Falling within the savannah zone of Ghana, the northern portions of the country generally has a distinct dry season between November and April, with the wet season falling between May and October. During the dry season, water can be a limiting factor for both domestic use and agricultural livelihoods of much of the population and finding a clean and sustainable source of freshwater can be challenging. Furthermore, heavy rainfall events in the wet season have been known to cause damaging flooding in the region, especially for communities on the banks of the region’s three major rivers: The Black and White Volta rivers, and the Oti river.
In Ghana, potable water sources are diminishing at such a fast rate that the country faces a looming water crisis by the year 2030, if conditions continue to persist. The Water Research Institute (WRI) of the Council for Scientific and Industrial Research has warned that there would be no treatable water source, either surface or ground water by 2030, should the rate at which the country’s water sources are being polluted.

Two farmers enjoy the first bucket of water raised from a new well to enable dry season vegetable gardening

Over the past two decades, Trax Ghana community-based Sustainable Land Management (SLM) interventions to regulate surface water flow and soil erosion focus on reforestation, natural regeneration, grass stripping, composting, crop residue management, wild fire prevention and management, energy-efficient stove use, inter-cropping with legumes, contour identification and terracing, zero or control burning and contour ridging among others.

Our activities increase the water retention of soil, reducing flooding and improving crop growth and biodiversity. We also undertake initiatives for rain water harvesting and providing sources of clean water for communities.

Potable Water for Farming Communities
To address the problem of scarcity of potable water in some farming communities, Trax Ghana in partnership with the District Assembly, John and Katherine Hindson (UK), and Self Help Africa (UK), drilled eleven boreholes in seven different communities in the Bongo District and Bolga Municipal, in the Upper East region of Ghana. Another seven boreholes were drilled in seven different communities in the Bunkpurugu/Yunyoo District, in the Northern region of Ghana.

Constructing a well for vegetable gardening, in partnership with Self Help Africa

Also in partnership with Self Help Africa, Trax Ghana has dug wells to provide a source or water to enable vegetable production, including during the dry season. This valuable water enables hand irrigation of vegetables which provides an additional source of good nutrition and income for farming households. The vegetables are all grown organically using agroecological practices.

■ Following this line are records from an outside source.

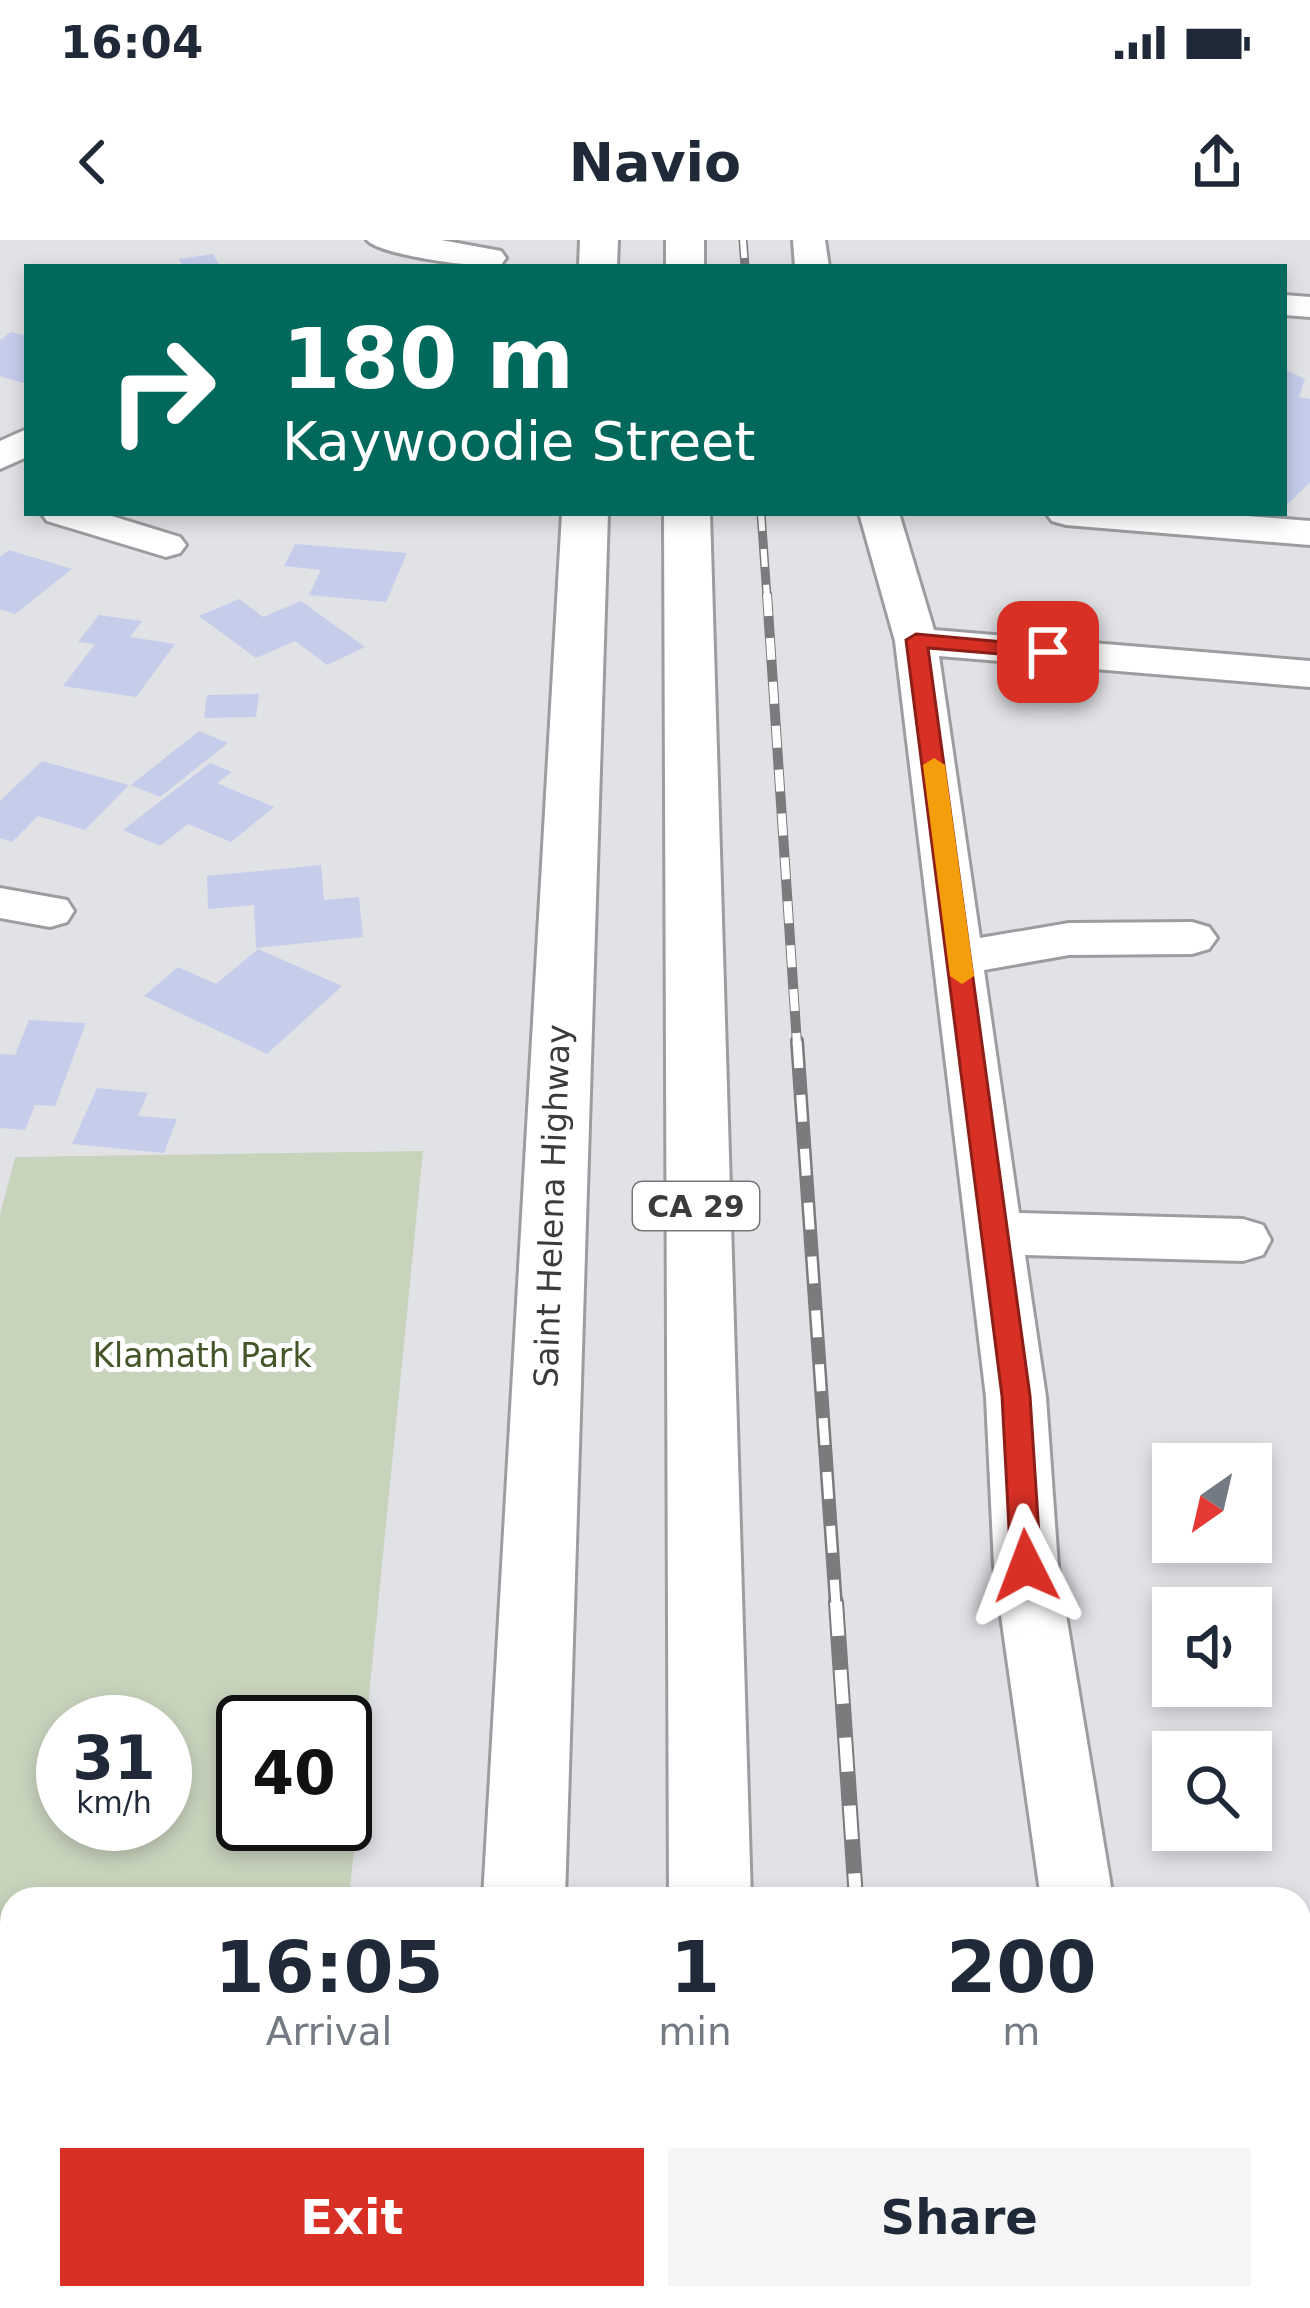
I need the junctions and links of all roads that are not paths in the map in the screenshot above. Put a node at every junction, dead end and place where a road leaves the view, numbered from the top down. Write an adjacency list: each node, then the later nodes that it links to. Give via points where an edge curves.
1 (383, 240): 2 (street)
2 (489, 258)
3 (71, 516): 9 (street)
4 (585, 516): 18 (highway, Saint Helena Highway)
5 (687, 516): 19 (highway, CA 29)
6 (880, 516): 10 (street)
7 (1105, 516): 8 (street)
8 (1310, 532)
9 (166, 545)
10 (916, 640): 11 (street); 14 (street)
11 (1310, 674)
12 (0, 903): 13 (street)
13 (50, 910)
14 (957, 931): 15 (street); 16 (street)
15 (1192, 938)
16 (994, 1234): 17 (street); 20 (street, via 1016,1396 1026,1566)
17 (1243, 1240)
18 (524, 1887)
19 (710, 1887)
20 (1075, 1887)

Solving the Challenge of Water in Schools
In partnership with the British School of Brussels, a 4-unit KVIP and 2 urinals were completed in 2013 and handed over to the Zuarungu Moshie School in the Bolga municipal. Boreholes were also drilled in Gaare/Gbani, Duusi, Dachio and Zuarungu Moshie schools, in the Upper East region. Prior to the provision of borehole in the schools, students walk long distances in search of drinking water during break periods, and in the process some fail to return to class. The challenge of the schools is now a thing of the past!

Children enjoying the new borehole and hand pump at their school.

Addressing the issue of sanitation and hygiene in schools, Trax Ghana partnership project in 2015, presented sanitation containers and hand washing materials to Gaare/Gbani, Duusi, Dachio and Zuarungu Moshie schools. The donations now serve a dual purpose of clean water storage for drinking and thorough washing of hands after using the washroom and other public places.